**TASK PROMPT**:
Copy each line in the data that includes the word "main".

*** Opening RECORD EXCERPTS ***

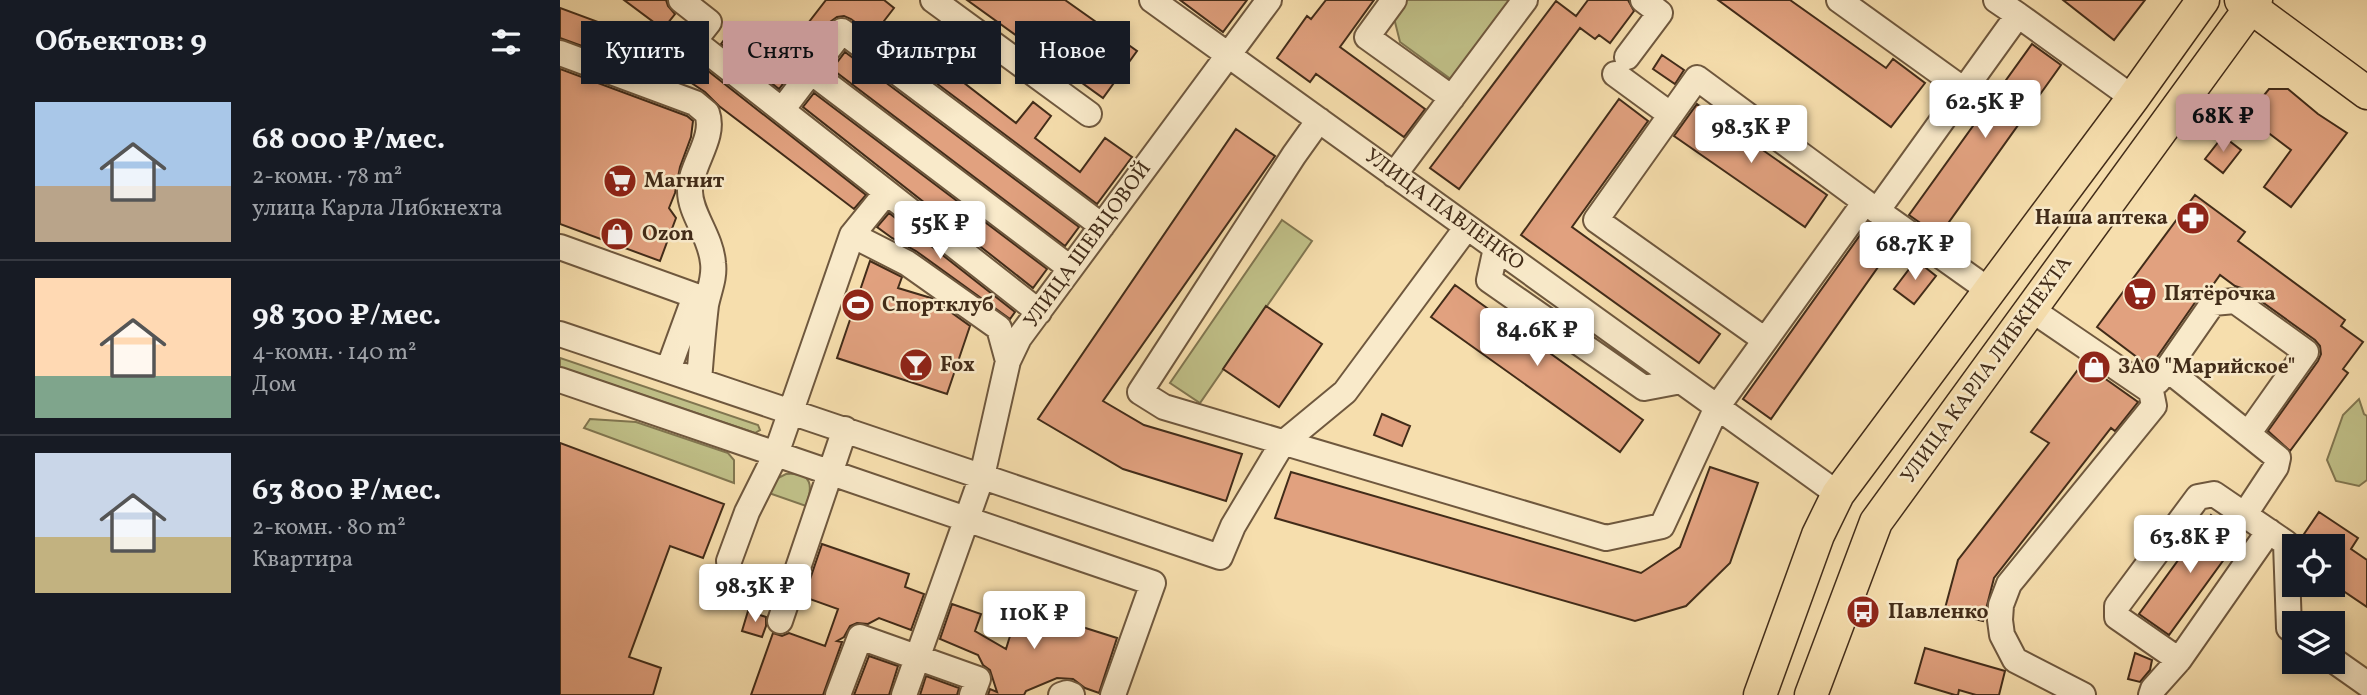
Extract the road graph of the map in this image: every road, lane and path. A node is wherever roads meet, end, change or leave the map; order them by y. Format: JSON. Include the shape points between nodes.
{"nodes":[{"id":1,"x":681,"y":0,"type":"edge"},
{"id":2,"x":933,"y":0,"type":"edge"},
{"id":3,"x":1152,"y":0,"type":"edge"},
{"id":4,"x":1269,"y":0,"type":"edge"},
{"id":5,"x":1394,"y":0,"type":"edge"},
{"id":6,"x":1525,"y":0,"type":"edge"},
{"id":7,"x":1643,"y":0,"type":"edge"},
{"id":8,"x":1839,"y":0,"type":"edge"},
{"id":9,"x":1996,"y":0,"type":"edge"},
{"id":10,"x":2203,"y":0,"type":"edge"},
{"id":11,"x":2249,"y":2,"type":"edge"},
{"id":12,"x":2018,"y":15,"type":"junction"},
{"id":13,"x":838,"y":36,"type":"edge"},
{"id":14,"x":560,"y":53,"type":"edge"},
{"id":15,"x":1228,"y":54,"type":"junction"},
{"id":16,"x":802,"y":84,"type":"edge"},
{"id":17,"x":827,"y":84,"type":"edge"},
{"id":18,"x":1964,"y":90,"type":"junction"},
{"id":19,"x":2367,"y":93,"type":"edge"},
{"id":20,"x":1452,"y":98,"type":"junction"},
{"id":21,"x":2133,"y":99,"type":"junction"},
{"id":22,"x":782,"y":110,"type":"junction"},
{"id":23,"x":1088,"y":114,"type":"dead end"},
{"id":24,"x":1671,"y":115,"type":"junction"},
{"id":25,"x":1319,"y":120,"type":"junction"},
{"id":26,"x":1394,"y":174,"type":"junction"},
{"id":27,"x":886,"y":193,"type":"junction"},
{"id":28,"x":1871,"y":206,"type":"junction"},
{"id":29,"x":1102,"y":226,"type":"junction"},
{"id":30,"x":1467,"y":227,"type":"junction"},
{"id":31,"x":852,"y":235,"type":"junction"},
{"id":32,"x":560,"y":247,"type":"edge"},
{"id":33,"x":1070,"y":268,"type":"junction"},
{"id":34,"x":1990,"y":291,"type":"junction"},
{"id":35,"x":701,"y":298,"type":"junction"},
{"id":36,"x":2032,"y":310,"type":"junction"},
{"id":37,"x":1039,"y":312,"type":"junction"},
{"id":38,"x":560,"y":334,"type":"edge"},
{"id":39,"x":1766,"y":340,"type":"junction"},
{"id":40,"x":1008,"y":361,"type":"junction"},
{"id":41,"x":2167,"y":369,"type":"junction"},
{"id":42,"x":668,"y":370,"type":"junction"},
{"id":43,"x":560,"y":380,"type":"edge"},
{"id":44,"x":699,"y":381,"type":"junction"},
{"id":45,"x":2151,"y":391,"type":"junction"},
{"id":46,"x":1717,"y":407,"type":"junction"},
{"id":47,"x":791,"y":411,"type":"junction"},
{"id":48,"x":845,"y":429,"type":"junction"},
{"id":49,"x":2248,"y":434,"type":"junction"},
{"id":50,"x":1282,"y":444,"type":"junction"},
{"id":51,"x":776,"y":454,"type":"junction"},
{"id":52,"x":830,"y":472,"type":"junction"},
{"id":53,"x":982,"y":476,"type":"junction"},
{"id":54,"x":1838,"y":494,"type":"junction"},
{"id":55,"x":2245,"y":514,"type":"junction"},
{"id":56,"x":968,"y":519,"type":"junction"},
{"id":57,"x":2269,"y":531,"type":"junction"},
{"id":58,"x":729,"y":561,"type":"dead end"},
{"id":59,"x":2288,"y":611,"type":"edge"},
{"id":60,"x":780,"y":621,"type":"dead end"},
{"id":61,"x":918,"y":658,"type":"junction"},
{"id":62,"x":2179,"y":660,"type":"junction"},
{"id":63,"x":2345,"y":668,"type":"edge"},
{"id":64,"x":2367,"y":684,"type":"edge"},
{"id":65,"x":838,"y":695,"type":"edge"},
{"id":66,"x":905,"y":695,"type":"edge"},
{"id":67,"x":972,"y":695,"type":"edge"},
{"id":68,"x":1061,"y":695,"type":"edge"},
{"id":69,"x":1072,"y":695,"type":"edge"},
{"id":70,"x":1114,"y":695,"type":"edge"},
{"id":71,"x":1759,"y":695,"type":"edge"},
{"id":72,"x":1811,"y":695,"type":"edge"},
{"id":73,"x":2083,"y":695,"type":"edge"},
{"id":74,"x":2151,"y":695,"type":"edge"}],
"edges":[{"from":1,"to":22,"type":"street","via":[[709,22],[694,41]]},
{"from":2,"to":23,"type":"street"},
{"from":3,"to":15,"type":"street","name":"УЛИЦА ПАВЛЕНКО"},
{"from":4,"to":15,"type":"street","name":"УЛИЦА ШЕВЦОВОЙ"},
{"from":5,"to":20,"type":"street","via":[[1367,37]]},
{"from":6,"to":20,"type":"street"},
{"from":7,"to":24,"type":"street","via":[[1660,13],[1621,66]]},
{"from":8,"to":18,"type":"street"},
{"from":9,"to":12,"type":"street"},
{"from":10,"to":21,"type":"main road","name":"УЛИЦА КАРЛА ЛИБКНЕХТА"},
{"from":11,"to":19,"type":"main road"},
{"from":11,"to":36,"type":"main road","name":"УЛИЦА КАРЛА ЛИБКНЕХТА"},
{"from":12,"to":18,"type":"street"},
{"from":12,"to":21,"type":"street"},
{"from":13,"to":29,"type":"street","via":[[842,31]]},
{"from":14,"to":35,"type":"street","via":[[695,103],[707,113],[709,128],[690,190],[713,258],[714,276]]},
{"from":15,"to":25,"type":"street","name":"УЛИЦА ПАВЛЕНКО"},
{"from":15,"to":29,"type":"street","name":"УЛИЦА ШЕВЦОВОЙ"},
{"from":16,"to":22,"type":"street"},
{"from":17,"to":33,"type":"street"},
{"from":18,"to":28,"type":"street"},
{"from":20,"to":26,"type":"street"},
{"from":21,"to":34,"type":"main road","name":"УЛИЦА КАРЛА ЛИБКНЕХТА"},
{"from":22,"to":27,"type":"street"},
{"from":24,"to":28,"type":"street","via":[[1697,78]]},
{"from":24,"to":39,"type":"street","via":[[1596,220]]},
{"from":25,"to":26,"type":"street","name":"УЛИЦА ПАВЛЕНКО"},
{"from":25,"to":50,"type":"street","via":[[1140,392],[1164,407]]},
{"from":26,"to":30,"type":"street","name":"УЛИЦА ПАВЛЕНКО"},
{"from":27,"to":31,"type":"street"},
{"from":27,"to":37,"type":"street"},
{"from":28,"to":34,"type":"street"},
{"from":28,"to":39,"type":"street"},
{"from":29,"to":33,"type":"street","name":"УЛИЦА ШЕВЦОВОЙ"},
{"from":30,"to":46,"type":"street","name":"УЛИЦА ПАВЛЕНКО"},
{"from":30,"to":50,"type":"street","via":[[1345,392]]},
{"from":31,"to":40,"type":"street","via":[[907,263],[999,328]]},
{"from":31,"to":47,"type":"street"},
{"from":32,"to":35,"type":"street"},
{"from":33,"to":37,"type":"street","name":"УЛИЦА ШЕВЦОВОЙ"},
{"from":34,"to":54,"type":"main road","name":"УЛИЦА КАРЛА ЛИБКНЕХТА"},
{"from":35,"to":42,"type":"street"},
{"from":35,"to":44,"type":"street"},
{"from":36,"to":45,"type":"street"},
{"from":36,"to":72,"type":"main road","name":"УЛИЦА КАРЛА ЛИБКНЕХТА","via":[[1876,522]]},
{"from":37,"to":40,"type":"street","name":"УЛИЦА ШЕВЦОВОЙ"},
{"from":38,"to":42,"type":"street"},
{"from":39,"to":46,"type":"street"},
{"from":40,"to":53,"type":"street","name":"УЛИЦА ШЕВЦОВОЙ"},
{"from":41,"to":45,"type":"street"},
{"from":41,"to":49,"type":"street"},
{"from":41,"to":49,"type":"street","via":[[2213,303],[2235,301],[2306,352]]},
{"from":42,"to":44,"type":"street"},
{"from":43,"to":51,"type":"street"},
{"from":44,"to":47,"type":"street"},
{"from":45,"to":73,"type":"street","via":[[2154,406],[2010,584],[2001,605],[2002,635],[2015,660]]},
{"from":46,"to":50,"type":"street","via":[[1662,526],[1606,538]]},
{"from":46,"to":54,"type":"street","name":"УЛИЦА ПАВЛЕНКО"},
{"from":47,"to":48,"type":"street"},
{"from":47,"to":51,"type":"street"},
{"from":48,"to":52,"type":"street"},
{"from":48,"to":53,"type":"street"},
{"from":49,"to":55,"type":"street","via":[[2278,458]]},
{"from":50,"to":53,"type":"street","via":[[1233,526],[1220,557]]},
{"from":51,"to":52,"type":"street"},
{"from":51,"to":58,"type":"street"},
{"from":52,"to":56,"type":"street"},
{"from":52,"to":60,"type":"street"},
{"from":53,"to":56,"type":"street","name":"УЛИЦА ШЕВЦОВОЙ"},
{"from":54,"to":71,"type":"main road","name":"УЛИЦА КАРЛА ЛИБКНЕХТА"},
{"from":55,"to":57,"type":"street"},
{"from":55,"to":62,"type":"street","via":[[2214,494],[2199,497],[2117,606],[2117,617]]},
{"from":56,"to":61,"type":"street","name":"УЛИЦА ШЕВЦОВОЙ"},
{"from":56,"to":70,"type":"street","via":[[1153,583]]},
{"from":57,"to":59,"type":"street","via":[[2286,543]]},
{"from":57,"to":62,"type":"street"},
{"from":61,"to":65,"type":"street","via":[[859,636]]},
{"from":61,"to":66,"type":"street","name":"УЛИЦА ШЕВЦОВОЙ"},
{"from":61,"to":67,"type":"street","via":[[978,679]]},
{"from":62,"to":74,"type":"street"},
{"from":63,"to":64,"type":"street"},
{"from":68,"to":69,"type":"street"}]}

*** Closing RECORD EXCERPTS ***

**TASK ANSWER**:
{"from":10,"to":21,"type":"main road","name":"УЛИЦА КАРЛА ЛИБКНЕХТА"},
{"from":11,"to":19,"type":"main road"},
{"from":11,"to":36,"type":"main road","name":"УЛИЦА КАРЛА ЛИБКНЕХТА"},
{"from":21,"to":34,"type":"main road","name":"УЛИЦА КАРЛА ЛИБКНЕХТА"},
{"from":34,"to":54,"type":"main road","name":"УЛИЦА КАРЛА ЛИБКНЕХТА"},
{"from":36,"to":72,"type":"main road","name":"УЛИЦА КАРЛА ЛИБКНЕХТА","via":[[1876,522]]},
{"from":54,"to":71,"type":"main road","name":"УЛИЦА КАРЛА ЛИБКНЕХТА"},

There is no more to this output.